Below are records; copy every line among them that contains the word "Park".
◇ ◇ ◇ ◇
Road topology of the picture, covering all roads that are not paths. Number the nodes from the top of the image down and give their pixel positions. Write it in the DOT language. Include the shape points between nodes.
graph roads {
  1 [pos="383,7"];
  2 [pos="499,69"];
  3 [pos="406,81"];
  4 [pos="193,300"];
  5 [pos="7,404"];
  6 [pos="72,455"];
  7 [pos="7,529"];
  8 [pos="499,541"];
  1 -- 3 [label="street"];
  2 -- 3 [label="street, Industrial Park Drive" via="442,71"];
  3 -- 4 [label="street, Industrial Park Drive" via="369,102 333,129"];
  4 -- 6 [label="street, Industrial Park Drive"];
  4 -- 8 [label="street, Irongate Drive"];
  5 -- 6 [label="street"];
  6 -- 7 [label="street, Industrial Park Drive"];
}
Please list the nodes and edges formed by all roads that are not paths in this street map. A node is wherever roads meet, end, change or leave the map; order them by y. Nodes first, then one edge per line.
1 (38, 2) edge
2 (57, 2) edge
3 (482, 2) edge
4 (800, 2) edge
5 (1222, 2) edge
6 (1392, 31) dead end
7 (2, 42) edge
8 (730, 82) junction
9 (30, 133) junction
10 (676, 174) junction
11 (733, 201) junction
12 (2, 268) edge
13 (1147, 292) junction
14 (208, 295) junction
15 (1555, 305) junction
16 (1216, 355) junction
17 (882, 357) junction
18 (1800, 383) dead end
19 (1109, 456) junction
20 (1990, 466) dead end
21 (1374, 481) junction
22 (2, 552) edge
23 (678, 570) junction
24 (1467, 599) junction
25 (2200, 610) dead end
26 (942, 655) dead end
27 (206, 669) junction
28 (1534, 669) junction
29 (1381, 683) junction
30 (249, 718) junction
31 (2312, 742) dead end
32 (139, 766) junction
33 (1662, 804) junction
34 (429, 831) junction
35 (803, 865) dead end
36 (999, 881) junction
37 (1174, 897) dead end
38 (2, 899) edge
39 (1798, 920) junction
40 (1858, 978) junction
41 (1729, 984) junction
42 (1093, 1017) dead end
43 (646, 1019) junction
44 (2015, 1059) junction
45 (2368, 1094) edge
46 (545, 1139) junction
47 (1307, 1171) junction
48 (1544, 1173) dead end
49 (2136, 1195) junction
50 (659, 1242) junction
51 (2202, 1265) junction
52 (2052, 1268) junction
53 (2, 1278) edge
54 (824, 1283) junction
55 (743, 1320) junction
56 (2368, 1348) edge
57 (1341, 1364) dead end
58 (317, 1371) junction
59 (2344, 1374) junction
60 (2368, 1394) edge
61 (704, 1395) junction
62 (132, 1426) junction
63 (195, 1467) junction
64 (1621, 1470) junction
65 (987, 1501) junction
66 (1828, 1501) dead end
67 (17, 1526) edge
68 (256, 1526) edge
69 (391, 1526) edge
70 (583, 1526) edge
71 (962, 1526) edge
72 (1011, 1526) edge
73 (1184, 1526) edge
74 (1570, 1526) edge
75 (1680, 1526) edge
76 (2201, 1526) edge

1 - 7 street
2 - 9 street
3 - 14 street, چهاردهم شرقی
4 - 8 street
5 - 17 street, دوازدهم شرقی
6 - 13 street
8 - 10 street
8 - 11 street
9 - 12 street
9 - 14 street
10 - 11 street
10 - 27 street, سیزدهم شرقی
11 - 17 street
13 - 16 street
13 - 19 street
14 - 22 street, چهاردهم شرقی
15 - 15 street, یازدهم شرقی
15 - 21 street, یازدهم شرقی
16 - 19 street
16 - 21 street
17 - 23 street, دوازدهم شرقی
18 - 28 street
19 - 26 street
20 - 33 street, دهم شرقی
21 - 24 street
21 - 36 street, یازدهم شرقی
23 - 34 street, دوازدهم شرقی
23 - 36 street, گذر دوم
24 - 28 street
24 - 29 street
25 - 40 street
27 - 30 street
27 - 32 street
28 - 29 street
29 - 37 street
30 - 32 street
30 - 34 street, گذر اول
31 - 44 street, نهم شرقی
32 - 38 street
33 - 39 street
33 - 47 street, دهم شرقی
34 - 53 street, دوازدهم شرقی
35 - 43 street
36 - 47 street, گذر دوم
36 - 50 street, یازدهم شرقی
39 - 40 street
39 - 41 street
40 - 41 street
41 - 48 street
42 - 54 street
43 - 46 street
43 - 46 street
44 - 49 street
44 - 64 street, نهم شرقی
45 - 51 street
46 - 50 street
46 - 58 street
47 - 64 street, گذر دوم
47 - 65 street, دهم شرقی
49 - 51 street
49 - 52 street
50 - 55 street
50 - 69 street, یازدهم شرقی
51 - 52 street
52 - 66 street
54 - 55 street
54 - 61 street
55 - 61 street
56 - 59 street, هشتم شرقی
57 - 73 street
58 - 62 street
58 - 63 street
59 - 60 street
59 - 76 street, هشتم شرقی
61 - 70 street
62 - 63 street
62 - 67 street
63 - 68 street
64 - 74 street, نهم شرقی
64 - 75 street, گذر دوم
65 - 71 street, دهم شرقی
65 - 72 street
◇ ◇ ◇ ◇
- YOUR RESPONSE -
  2 -- 3 [label="street, Industrial Park Drive" via="442,71"];
  3 -- 4 [label="street, Industrial Park Drive" via="369,102 333,129"];
  4 -- 6 [label="street, Industrial Park Drive"];
  6 -- 7 [label="street, Industrial Park Drive"];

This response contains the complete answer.